Erklärte Gegner einer Brücke waren stets die Vertreter der Wählerinitiative. Auch jetzt moniert deren Stadtverordneter Stephan Heinrich: „Eine Reinfelder Bahnquerung könnte auch eine Trog- oder die Bode-Lösung sein.“ Spediteur Eckard Bode hatte einen Tunnel ein paar Meter hinter dem kleinen Bahnübergang in der Straße Voßkaten vorgeschlagen.
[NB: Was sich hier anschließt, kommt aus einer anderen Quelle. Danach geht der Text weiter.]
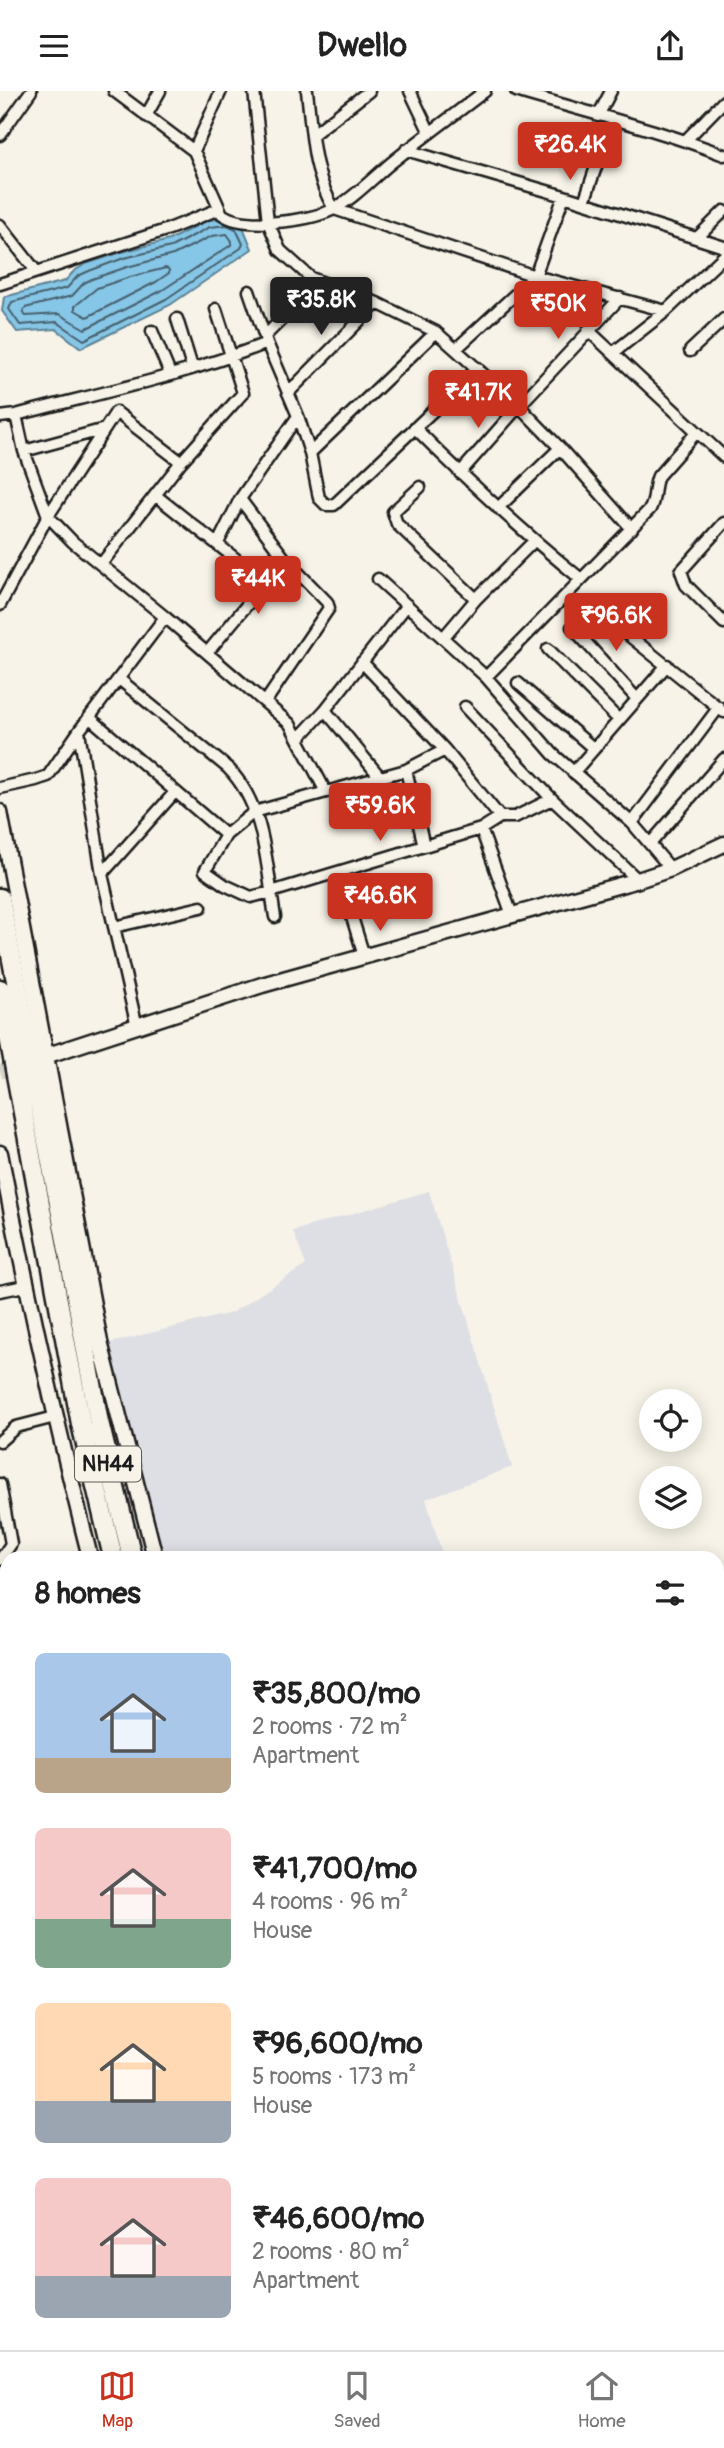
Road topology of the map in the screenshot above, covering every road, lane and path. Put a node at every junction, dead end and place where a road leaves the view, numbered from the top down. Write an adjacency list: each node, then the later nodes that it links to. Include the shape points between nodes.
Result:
1 (31, 91): 17 (street)
2 (114, 91): 13 (street)
3 (160, 91): 13 (street)
4 (221, 91): 21 (street)
5 (254, 91): 28 (street)
6 (307, 91): 18 (street)
7 (369, 91): 18 (street)
8 (410, 91): 16 (street)
9 (485, 91): 16 (street)
10 (516, 91): 14 (street)
11 (611, 91): 14 (street)
12 (724, 101): 19 (street)
13 (146, 115): 21 (street)
14 (598, 116): 15 (street)
15 (612, 120): 19 (street); 24 (street)
16 (430, 133): 20 (street)
17 (0, 135)
18 (312, 135): 26 (street, via 322,188)
19 (686, 140): 22 (street)
20 (406, 150): 23 (street); 26 (street)
21 (194, 151): 25 (street)
22 (724, 155)
23 (564, 196): 24 (street); 34 (street)
24 (584, 202): 30 (street)
25 (219, 209): 28 (street, via 230,218); 33 (street)
26 (334, 209): 28 (street, via 302,220); 34 (street)
27 (724, 211): 30 (street)
28 (268, 222): 35 (street, via 280,250)
29 (0, 225): 33 (street)
30 (697, 239): 31 (street)
31 (724, 247)
32 (724, 256): 41 (street)
33 (36, 271): 36 (street)
34 (535, 276): 38 (street); 48 (street)
35 (319, 282): 39 (street); 47 (street)
36 (0, 284)
37 (249, 291): 47 (street)
38 (620, 298): 41 (street); 44 (street)
39 (377, 303): 46 (street); 55 (street)
40 (216, 309): 51 (street)
41 (666, 311): 50 (street)
42 (177, 319): 52 (street)
43 (724, 319): 49 (street)
44 (588, 330): 50 (street); 56 (street)
45 (152, 331): 54 (street)
46 (436, 332): 48 (street); 65 (street)
47 (266, 340): 51 (street); 55 (street)
48 (456, 349): 53 (street)
49 (690, 351)
50 (613, 353): 62 (street)
51 (232, 357): 52 (street); 67 (street, via 243,393)
52 (192, 367): 54 (street)
53 (478, 368): 56 (street); 61 (street)
54 (170, 375): 57 (street)
55 (288, 393): 58 (street)
56 (519, 406): 63 (street); 68 (street)
57 (16, 415): 59 (street); 64 (street)
58 (298, 416): 65 (street); 71 (street)
59 (0, 417)
60 (105, 429): 64 (street); 67 (street, via 116,412); 73 (street)
61 (416, 429): 65 (street, via 334,505 319,498); 68 (street)
62 (696, 433): 66 (street); 75 (street, via 662,469 654,484 654,503)
63 (560, 448): 72 (street); 75 (street)
64 (24, 451): 73 (street)
65 (310, 453)
66 (724, 457)
67 (181, 462): 70 (street)
68 (460, 473): 72 (street)
69 (419, 487): 83 (street, via 393,512 393,518)
70 (155, 495): 77 (street); 79 (street)
71 (240, 499): 77 (street); 78 (street)
72 (498, 507): 76 (street)
73 (48, 516): 79 (street); 84 (street)
74 (724, 523): 88 (street, via 681,571 685,585)
75 (632, 529): 81 (street)
76 (534, 541): 81 (street); 83 (street)
77 (218, 543): 82 (street)
78 (285, 559): 82 (street); 99 (street, via 329,608)
79 (102, 563): 87 (street)
80 (378, 579): 85 (street)
81 (581, 579): 95 (street)
82 (265, 582): 92 (street)
83 (476, 599): 90 (street)
84 (0, 605)
85 (407, 605): 90 (street); 93 (street)
86 (603, 614): 94 (street)
87 (166, 618): 92 (street); 96 (street)
88 (724, 623)
89 (572, 627): 98 (street)
90 (443, 638): 95 (street)
91 (548, 649): 104 (street)
92 (207, 653): 99 (street)
93 (362, 662): 101 (street); 108 (street)
94 (667, 665): 98 (street); 102 (street)
95 (486, 677): 111 (street)
96 (119, 679): 103 (street); 118 (street, via 228,768 242,783)
97 (518, 683): 107 (street)
98 (637, 699): 104 (street)
99 (266, 701): 106 (street)
100 (465, 708): 116 (street)
101 (325, 710): 106 (street); 112 (street)
102 (721, 710): 120 (street)
103 (90, 718): 105 (street); 114 (street)
104 (619, 720): 107 (street)
105 (79, 731): 113 (street, via 48,776); 128 (street)
106 (299, 738): 115 (street)
107 (594, 749): 111 (street)
108 (445, 750): 110 (street); 119 (street)
109 (724, 759): 123 (street)
110 (406, 770): 112 (street); 125 (street)
111 (573, 773): 120 (street)
112 (380, 778): 115 (street)
113 (0, 788)
114 (175, 792): 122 (street); 128 (street)
115 (326, 792): 118 (street)
116 (552, 799): 119 (street, via 515,817); 129 (street)
117 (0, 812): 139 (street)
118 (254, 812): 122 (street); 130 (street, via 262,828)
119 (500, 817): 121 (street)
120 (632, 823): 123 (street)
121 (481, 829): 125 (street); 133 (street)
122 (226, 835): 130 (street, via 205,871 251,897)
123 (650, 844): 126 (street)
124 (724, 844): 126 (street)
125 (424, 846): 127 (street)
126 (671, 869): 129 (street)
127 (338, 872): 130 (street); 136 (street)
128 (102, 874): 135 (street)
129 (638, 880): 133 (street)
130 (271, 893): 134 (street)
131 (0, 898): 149 (highway, NH44, via 99,1422)
132 (201, 907): 135 (street)
133 (512, 915): 136 (street)
134 (275, 917)
135 (114, 927): 138 (street)
136 (364, 956): 138 (street)
137 (0, 989): 148 (highway, NH44, via 81,1424)
138 (137, 1027): 139 (street)
139 (45, 1056): 150 (street, via 100,1342)
140 (0, 1153): 141 (street)
141 (26, 1286): 142 (street); 143 (street)
142 (0, 1291)
143 (55, 1417): 144 (street, via 16,1427); 147 (street)
144 (0, 1441)
145 (0, 1483): 146 (street, via 11,1544)
146 (6, 1551)
147 (88, 1551)
148 (112, 1551)
149 (131, 1551)
150 (153, 1551)

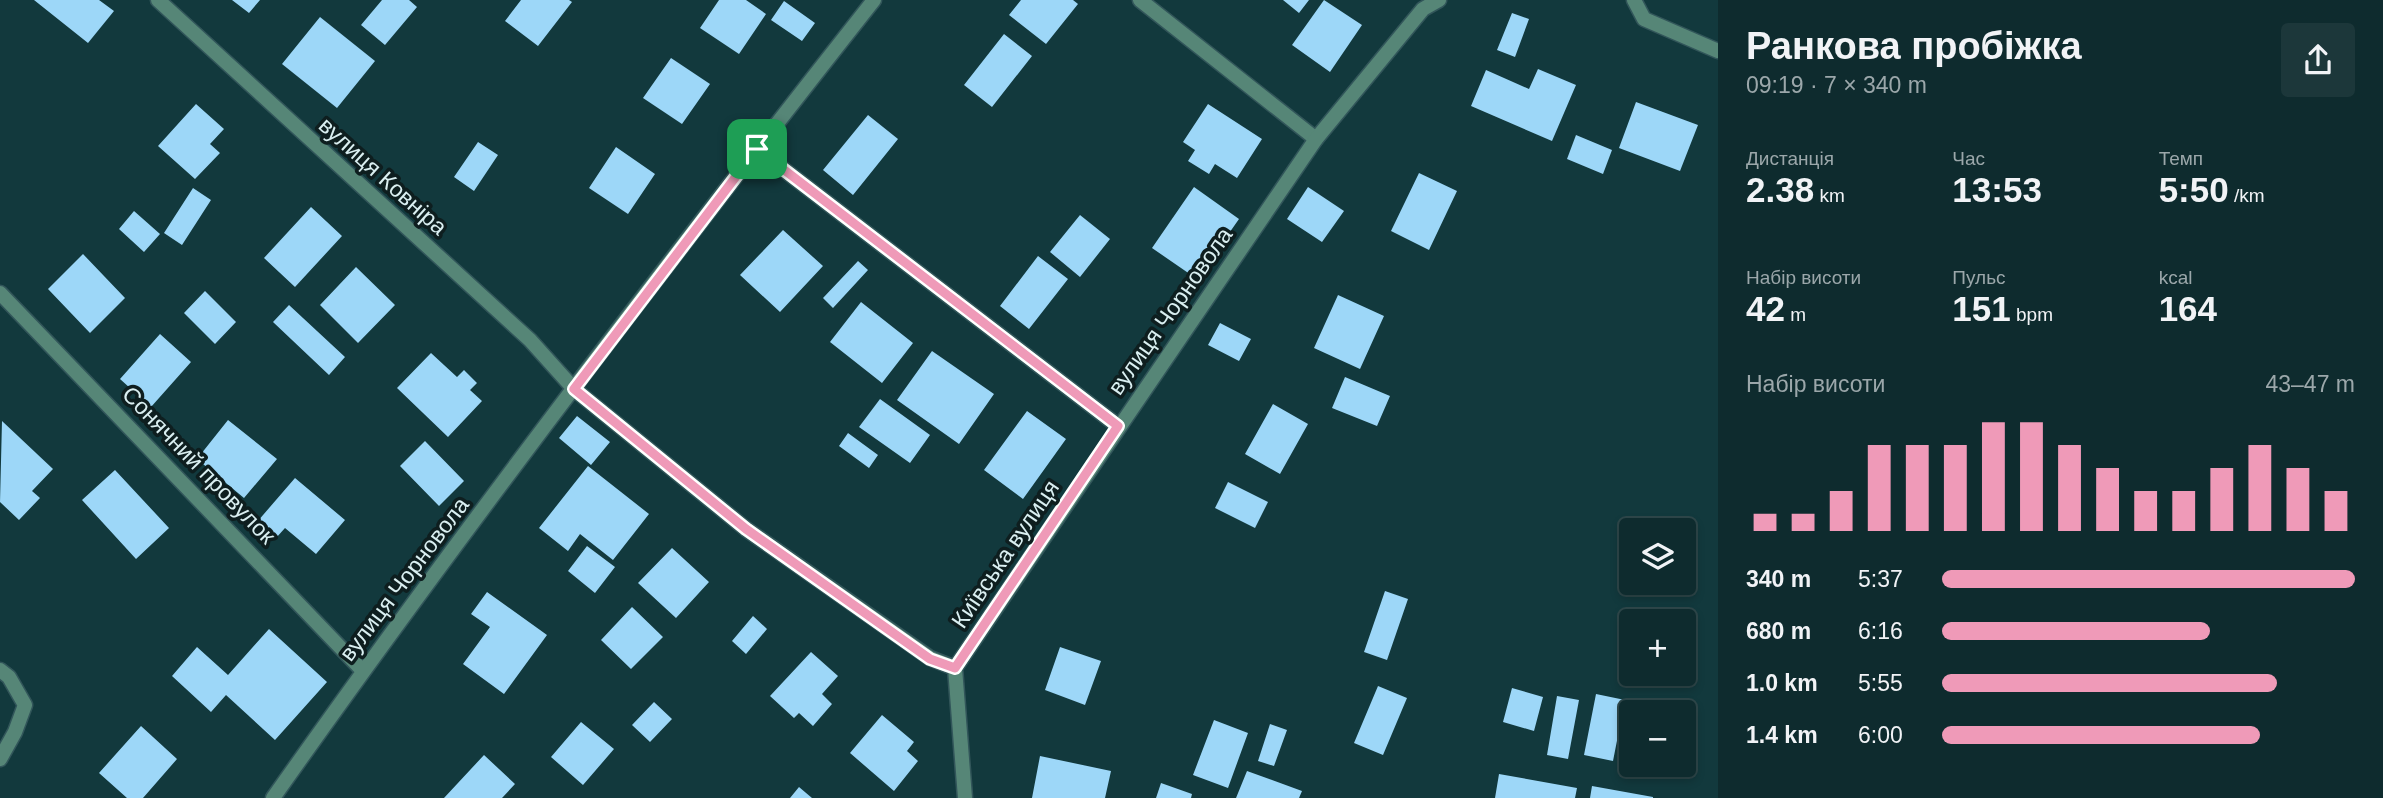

Die Straße würde westlich am Amt Nordstormarn hinauf zur Bundesstraße führen und über Voßfelde und das Gewerbegebiet an der Barnitzer Straße zur Autobahn führen.

Die Entscheidung für eine Brücke haben die Reinfelder allerdings schon vor langer Zeit gefällt. „Spätestens durch den Satzungsbeschluss des Bebauungsplanes 37“, heißt es seitens der Stadtverwaltung.

Alles, was diesen Plan ändere, könne zu Verzögerungen von einem Jahr führen“, warnt der christdemokratische Bauausschussvorsitzende Lorenz Hartwig.

Zudem fragt Heinrich, ob und wie die „Brückenbefürworter dieses Vorhaben mit schlichtem Bauplan und ohne ein Planfeststellungsverfahren über die Bühne bringen wollen“. Doch seine und die Enthaltung von Parteifreund Thorsten Dunkelgut bei der Beschlussfassung änderte nichts mehr an der Entscheidung für die Brücke. Damit wird der Schuppen am Bahnhof verschwinden. Dem stimme die untere Denkmalschutzbehörde des Kreises zwar zu, berichtet Baubereichsleiter Kruse. Sie empfehle aber, den Abbruchantrag vor Inkrafttreten des neuen Denkmalschutzgesetzes im Herbst zu stellen.

Möglicherweise werde dann auch das Silo abgerissen.

Die Bauzeit soll etwa ein Jahr dauern. „Und dann haben wir keinen Parkplatznotstand mehr“, sieht Hartwich voraus. Aber möglicherweise ein paar Bäume weniger, wie Ines Knoop-Hille von den Grünen befürchtet. Dieses Thema möchte Planer Rosenberg beim „Feintuning“ angehen.

Ungeklärt ist auch noch, wie breit die Brücke sein wird und wie sie zwischen Radfahrern, Fußgängern und Autos aufgeteilt wird. CDU-Fraktionschef Torsten Fuhr weist unter anderem auf die geänderte Gesetzeslage zur Auszeichnung von Fahrradwegen hin. In sechs Wochen will der Bauausschuss nun „das Profil der Straße klären“.